Sonya Clark is a Professor of Art and the History of Art at Amherst College in Massachusetts and was a Distinguished Research Fellow in the School of the Arts at Virginia Commonwealth University. She earned an MFA from Cranbrook Academy of Art, a BFA from the School of the Art Institute of Chicago, and a BA from Amherst College where she also received an honorary doctorate in 2015. Her work has been exhibited in over 350 museums and galleries in the Americas, Africa, Asia, Europe, and Australia. She is the recipient of a United States Artist Fellowship, a Pollock Krasner award, an1858 Prize, and an Anonymous Was a Woman Award.

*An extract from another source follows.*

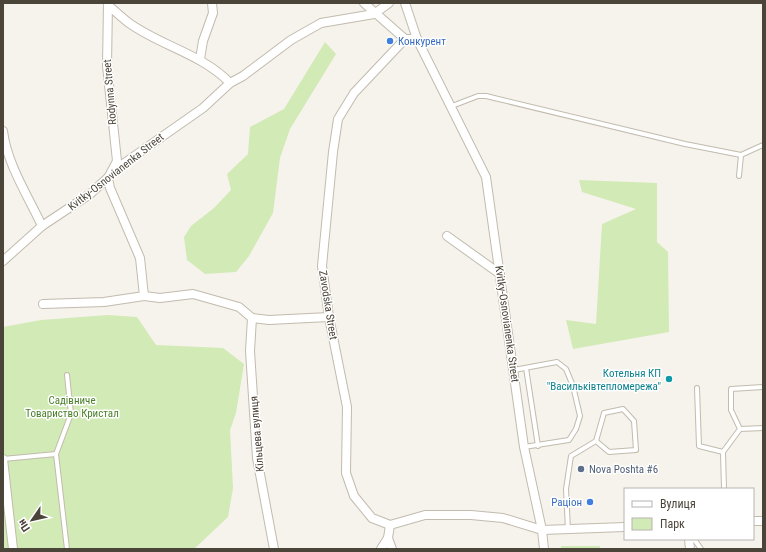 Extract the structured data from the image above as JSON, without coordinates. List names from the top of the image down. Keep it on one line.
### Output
{"streets":{"street":["Rodynna Street","Kvitky-Osnovianenka Street","Zavodska Street","Кільцева вулиця"]},"crossings":[["Rodynna Street","Kvitky-Osnovianenka Street"]],"parks":["Садівниче Товариство Кристал"],"places":["Конкурент","Котельня КП \"Васильківтепломережа\"","Nova Poshta #6","Раціон"],"legend":["Вулиця","Парк"],"north":"bottom left"}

This event was proposed by Amy Moorefield and is sponsored by the Richard C. von Hess Foundation Collaborative Residency in Art History; F&M Art & Art History Department; Conrad Nelson Speaker Fund; F&M Humanities Initiative; F&M Ware College House; F&M Africana Studies program; F&M Economics Department Initiative in inequality, poverty, power, and social justice; African American Historical Society of South Central Pennsylvania; and the Phillips Museum of Art.
Common Hour enables the entire Franklin & Marshall College community to gather for culturally and academically enriching events at midday each Thursday during the academic year. This opportunity to engage in a campus-wide dialogue originates with Common Hour and then extends beyond the confines of 11:30 a.m.-12:30 p.m. into classrooms, house commons, dining halls and beyond.